American mathematician (1886–1927)

Anna Lavinia Van Benschoten (August 12, 1866 – September 18, 1927) was an American mathematician and university professor. She was one of the few American women awarded a PhD in mathematics before World War II.

== Biography ==
Van Benschoten was born August 12, 1866 in Elmira, New York, the daughter of music teacher Mary Jane Pugsley and Moses M. Van Benschoten. She attended the Public School of Binghamton in Binghamton and left Binghamton Central High School in 1886, a year after her mother's death. From 1891 to 1894, she studied mathematics at Cornell University and, after receiving her bachelor's degree, taught at Binghamton Central High School until 1898. She spent the summers of 1897 and 1898 and the following two academic years at the University of Chicago, to earn her master's degree in mathematics and astronomy in 1900. With her master's in hand, she traveled to Europe and attended lectures in mathematics and astronomy at the University of Göttingen, including those given by Felix Klein.
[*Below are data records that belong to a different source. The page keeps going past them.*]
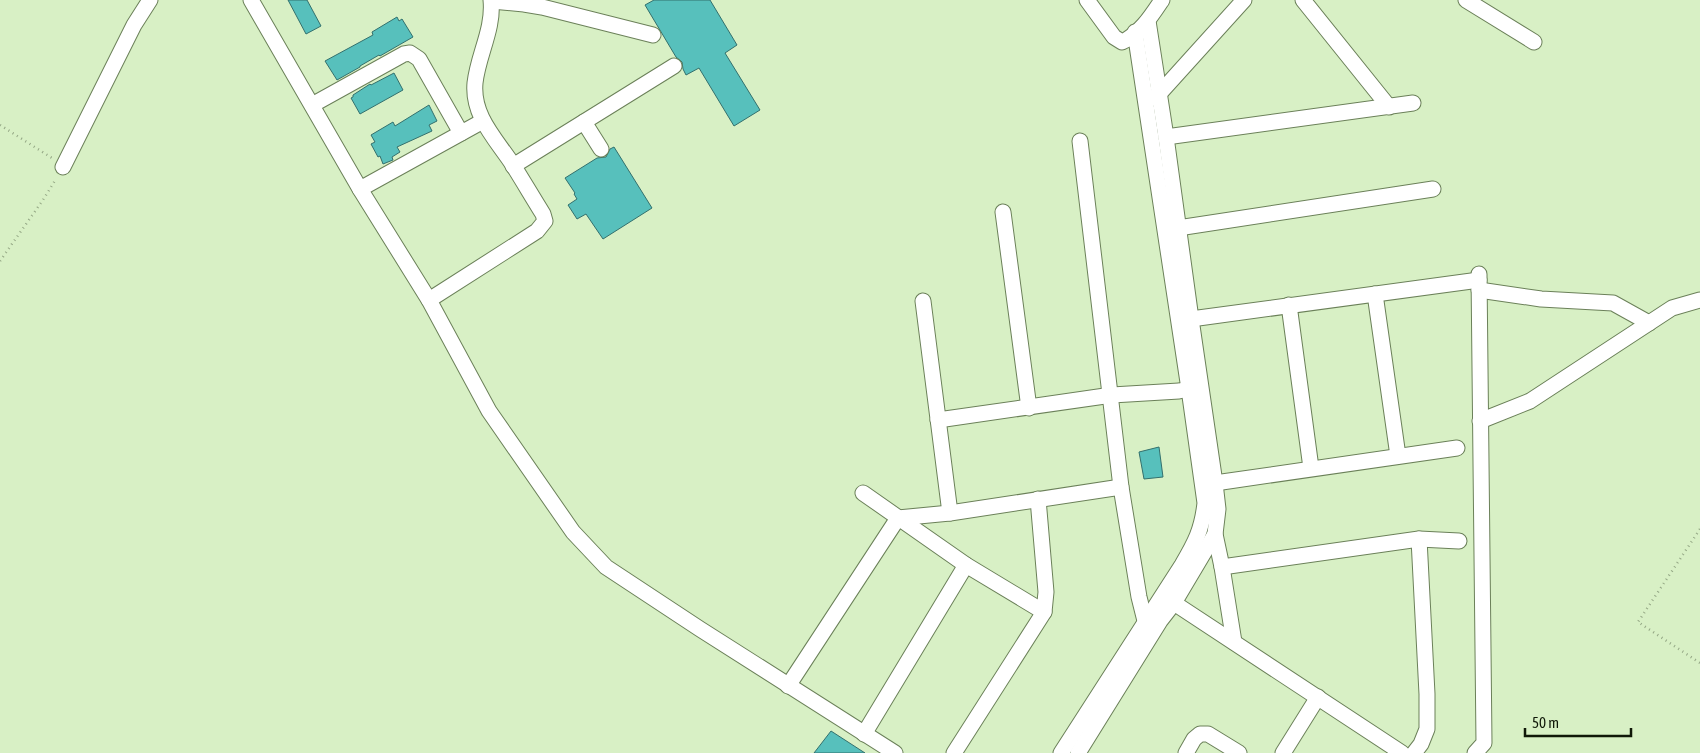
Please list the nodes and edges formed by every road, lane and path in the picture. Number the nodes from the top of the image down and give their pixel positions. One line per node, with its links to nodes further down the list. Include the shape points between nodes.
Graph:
1 (150, 0): 27 (street, via 134,25)
2 (251, 0): 17 (street)
3 (1088, 0): 10 (street, via 1118,40 1127,40)
4 (1162, 0): 9 (street)
5 (1244, 0): 14 (street)
6 (1303, 0): 18 (street)
7 (1466, 0): 12 (street)
8 (491, 1): 11 (street, via 542,7); 19 (street, via 488,36 475,83 476,104)
9 (1148, 21): 10 (street); 14 (street)
10 (1135, 32): 15 (street)
11 (653, 35)
12 (1534, 42)
13 (674, 66): 20 (street)
14 (1160, 94): 15 (street); 23 (street)
15 (1146, 102): 41 (street)
16 (1413, 103): 18 (street)
17 (312, 104): 22 (street, via 410,52 420,59); 28 (street)
18 (1389, 106): 23 (street)
19 (483, 121): 22 (street); 26 (street)
20 (584, 122): 25 (street); 26 (street)
21 (0, 125): 27 (path, via 50,155)
22 (461, 133): 28 (street)
23 (1166, 137): 31 (street)
24 (1080, 142): 42 (street)
25 (601, 149)
26 (513, 166): 35 (street, via 543,214 545,221 542,227)
27 (63, 167): 32 (path)
28 (360, 189): 35 (street)
29 (1433, 189): 31 (street)
30 (1003, 212): 43 (street)
31 (1178, 228): 39 (street)
32 (0, 260)
33 (1479, 281): 34 (street); 40 (street, via 1541,299 1614,303); 45 (street)
34 (1375, 294): 38 (street); 47 (street)
35 (429, 300): 67 (street, via 489,411 589,551 606,567)
36 (1700, 300): 40 (street, via 1672,308)
37 (923, 301): 44 (street)
38 (1289, 305): 39 (street); 48 (street)
39 (1191, 319): 49 (street)
40 (1649, 323): 45 (street, via 1530,401)
41 (1189, 389): 42 (street); 55 (street, via 1205,503)
42 (1112, 395): 43 (street); 50 (street)
43 (1029, 408): 44 (street)
44 (938, 420): 53 (street)
45 (1480, 421): 79 (street, via 1484,743)
46 (1457, 448): 47 (street)
47 (1398, 456): 48 (street)
48 (1311, 468): 49 (street)
49 (1215, 483): 57 (street, via 1218,509)
50 (1121, 487): 52 (street); 64 (street)
51 (863, 493): 54 (street)
52 (1038, 499): 53 (street); 63 (street, via 1046,592)
53 (950, 512): 54 (street)
54 (898, 518): 60 (street); 67 (street)
55 (1200, 528): 57 (street); 64 (street, via 1182,565)
56 (1700, 529): 66 (path, via 1638,622)
57 (1215, 534): 61 (street); 62 (street)
58 (1419, 539): 59 (street); 61 (street); 78 (street, via 1427,729)
59 (1458, 541)
60 (966, 565): 63 (street); 69 (street)
61 (1222, 567): 65 (street)
62 (1174, 603): 65 (street); 73 (street)
63 (1044, 612): 71 (street)
64 (1145, 621): 72 (street)
65 (1234, 642): 68 (street)
66 (1700, 663)
67 (788, 686): 69 (street)
68 (1318, 697): 76 (street); 77 (street)
69 (864, 734): 70 (street)
70 (895, 753)
71 (954, 753)
72 (1061, 753)
73 (1078, 753)
74 (1186, 753): 75 (street, via 1200,734 1208,734)
75 (1238, 753)
76 (1283, 753)
77 (1402, 753)
78 (1414, 753)
79 (1476, 753)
In doing so, she joined other female mathematics students from the United States who were studying the subject with Klein and others at the university.

In 1901, when Annie MacKinnon married, which forced her to vacate her position as professor at Wells College, a private women's college in Aurora, New York, Van Benschoten assumed that position and remained there until 1920. She was elected a member of the American Mathematical Society in 1903. In 1906, she returned to Cornell to continue her PhD studies under Virgil Snyder and received her doctorate in 1908 with the dissertation: The Birational Transformations of Algebraic Curves of Genus Four.

In 1918, she taught the "boys of the Student Army Corps" at the University of Arizona. During her lifetime, she traveled to Norway, Sweden, Russia, Germany, Alaska and Jamaica.

In 1921, she moved to Whittier, California, and lived with Amy J. Douglass but had to stop teaching due to her rheumatoid arthritis. She taught privately from January to April 1924 at Whittier College, when she was substituting for another faculty member.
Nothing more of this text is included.